───── Information supplied ─────

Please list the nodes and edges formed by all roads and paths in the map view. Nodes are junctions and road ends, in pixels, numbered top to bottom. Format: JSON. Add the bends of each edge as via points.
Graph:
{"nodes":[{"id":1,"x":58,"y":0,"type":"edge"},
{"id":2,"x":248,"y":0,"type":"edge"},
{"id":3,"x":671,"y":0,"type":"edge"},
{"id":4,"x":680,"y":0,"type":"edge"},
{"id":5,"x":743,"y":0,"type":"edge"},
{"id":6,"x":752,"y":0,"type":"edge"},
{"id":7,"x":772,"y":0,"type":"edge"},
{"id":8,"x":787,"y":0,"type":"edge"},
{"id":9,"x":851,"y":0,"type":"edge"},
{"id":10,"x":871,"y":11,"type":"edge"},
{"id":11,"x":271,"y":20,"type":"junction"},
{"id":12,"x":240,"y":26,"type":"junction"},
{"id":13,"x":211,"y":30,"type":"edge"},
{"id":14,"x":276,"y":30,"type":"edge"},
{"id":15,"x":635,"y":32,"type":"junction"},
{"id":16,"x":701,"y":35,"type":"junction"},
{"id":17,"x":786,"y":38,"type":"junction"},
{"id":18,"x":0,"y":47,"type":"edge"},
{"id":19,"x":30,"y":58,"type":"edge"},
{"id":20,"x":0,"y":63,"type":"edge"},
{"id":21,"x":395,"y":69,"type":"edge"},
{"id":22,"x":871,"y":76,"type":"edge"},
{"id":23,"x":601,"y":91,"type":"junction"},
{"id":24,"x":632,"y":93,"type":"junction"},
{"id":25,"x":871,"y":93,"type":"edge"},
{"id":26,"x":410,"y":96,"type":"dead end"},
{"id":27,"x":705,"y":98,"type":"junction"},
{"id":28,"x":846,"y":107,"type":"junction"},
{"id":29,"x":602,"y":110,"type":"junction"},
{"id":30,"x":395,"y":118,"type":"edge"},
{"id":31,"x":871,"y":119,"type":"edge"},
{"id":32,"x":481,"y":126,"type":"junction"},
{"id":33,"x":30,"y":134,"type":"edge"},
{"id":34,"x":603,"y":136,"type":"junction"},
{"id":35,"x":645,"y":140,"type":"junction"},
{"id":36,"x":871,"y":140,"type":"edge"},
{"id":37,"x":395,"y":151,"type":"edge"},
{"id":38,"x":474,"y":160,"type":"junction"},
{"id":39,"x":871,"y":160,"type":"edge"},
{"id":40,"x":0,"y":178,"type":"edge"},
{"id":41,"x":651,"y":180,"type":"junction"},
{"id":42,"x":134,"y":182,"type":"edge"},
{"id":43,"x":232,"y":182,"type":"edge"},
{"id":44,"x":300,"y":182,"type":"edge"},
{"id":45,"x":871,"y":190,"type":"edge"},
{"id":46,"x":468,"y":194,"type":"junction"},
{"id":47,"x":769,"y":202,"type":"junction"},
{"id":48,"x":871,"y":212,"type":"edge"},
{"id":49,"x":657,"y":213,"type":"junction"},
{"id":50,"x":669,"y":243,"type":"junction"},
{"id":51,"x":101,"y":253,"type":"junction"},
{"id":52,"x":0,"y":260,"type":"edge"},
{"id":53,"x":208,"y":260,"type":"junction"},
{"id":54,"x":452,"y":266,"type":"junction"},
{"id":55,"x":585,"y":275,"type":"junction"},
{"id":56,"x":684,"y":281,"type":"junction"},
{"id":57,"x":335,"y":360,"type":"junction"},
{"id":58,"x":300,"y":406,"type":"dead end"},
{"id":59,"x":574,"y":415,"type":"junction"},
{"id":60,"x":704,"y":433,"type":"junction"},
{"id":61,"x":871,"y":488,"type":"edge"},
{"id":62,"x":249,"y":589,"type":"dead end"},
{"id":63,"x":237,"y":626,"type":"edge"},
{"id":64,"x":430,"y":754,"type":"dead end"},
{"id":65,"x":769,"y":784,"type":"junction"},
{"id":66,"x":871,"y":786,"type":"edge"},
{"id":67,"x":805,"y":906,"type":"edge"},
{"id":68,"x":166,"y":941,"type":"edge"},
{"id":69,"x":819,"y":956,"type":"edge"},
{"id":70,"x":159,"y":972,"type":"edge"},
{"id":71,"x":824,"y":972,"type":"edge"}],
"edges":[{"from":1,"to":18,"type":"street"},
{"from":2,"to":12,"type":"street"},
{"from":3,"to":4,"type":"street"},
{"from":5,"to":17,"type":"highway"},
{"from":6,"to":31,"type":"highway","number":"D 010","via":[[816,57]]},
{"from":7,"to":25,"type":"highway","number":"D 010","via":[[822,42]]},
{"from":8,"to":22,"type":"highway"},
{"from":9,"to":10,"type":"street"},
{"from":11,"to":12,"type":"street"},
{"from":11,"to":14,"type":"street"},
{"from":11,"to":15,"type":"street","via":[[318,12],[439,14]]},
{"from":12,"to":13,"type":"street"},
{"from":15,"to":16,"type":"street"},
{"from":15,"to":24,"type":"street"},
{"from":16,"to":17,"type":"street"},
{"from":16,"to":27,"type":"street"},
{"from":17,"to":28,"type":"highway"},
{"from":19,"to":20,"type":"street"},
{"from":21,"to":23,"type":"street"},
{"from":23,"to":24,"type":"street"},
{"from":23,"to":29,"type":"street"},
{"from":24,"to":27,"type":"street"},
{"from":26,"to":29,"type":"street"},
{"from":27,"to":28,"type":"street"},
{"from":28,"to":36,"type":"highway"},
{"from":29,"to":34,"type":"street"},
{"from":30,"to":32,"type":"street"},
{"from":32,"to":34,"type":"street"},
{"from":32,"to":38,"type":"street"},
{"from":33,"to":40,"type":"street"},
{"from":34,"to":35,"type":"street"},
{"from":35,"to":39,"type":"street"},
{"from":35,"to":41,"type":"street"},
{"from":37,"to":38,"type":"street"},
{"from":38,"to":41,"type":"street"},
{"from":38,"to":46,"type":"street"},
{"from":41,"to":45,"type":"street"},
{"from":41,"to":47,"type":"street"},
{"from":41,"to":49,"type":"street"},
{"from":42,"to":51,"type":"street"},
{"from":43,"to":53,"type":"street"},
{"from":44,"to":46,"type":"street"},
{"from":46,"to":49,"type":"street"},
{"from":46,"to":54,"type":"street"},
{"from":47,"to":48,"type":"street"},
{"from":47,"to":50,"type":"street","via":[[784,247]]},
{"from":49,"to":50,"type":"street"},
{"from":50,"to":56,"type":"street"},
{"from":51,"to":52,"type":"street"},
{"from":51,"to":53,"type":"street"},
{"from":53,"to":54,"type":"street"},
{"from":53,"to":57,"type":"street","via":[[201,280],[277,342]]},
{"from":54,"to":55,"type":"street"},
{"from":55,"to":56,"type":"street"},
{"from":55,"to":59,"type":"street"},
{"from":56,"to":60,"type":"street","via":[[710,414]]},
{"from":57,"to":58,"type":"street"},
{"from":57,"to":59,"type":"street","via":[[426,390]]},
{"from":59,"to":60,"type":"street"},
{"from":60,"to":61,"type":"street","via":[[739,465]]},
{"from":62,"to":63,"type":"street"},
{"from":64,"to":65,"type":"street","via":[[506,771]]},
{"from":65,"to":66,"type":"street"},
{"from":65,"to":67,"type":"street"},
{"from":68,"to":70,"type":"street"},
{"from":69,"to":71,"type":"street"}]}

─────

Lines from the entries that contain the word "nodes" are what the answer must hold.

§ **Output for this exercise**:
Please list the nodes and edges formed by all roads and paths in the map view. Nodes are junctions and road ends, in pixels, numbered top to bottom. Format: JSON. Add the bends of each edge as via points.
{"nodes":[{"id":1,"x":58,"y":0,"type":"edge"},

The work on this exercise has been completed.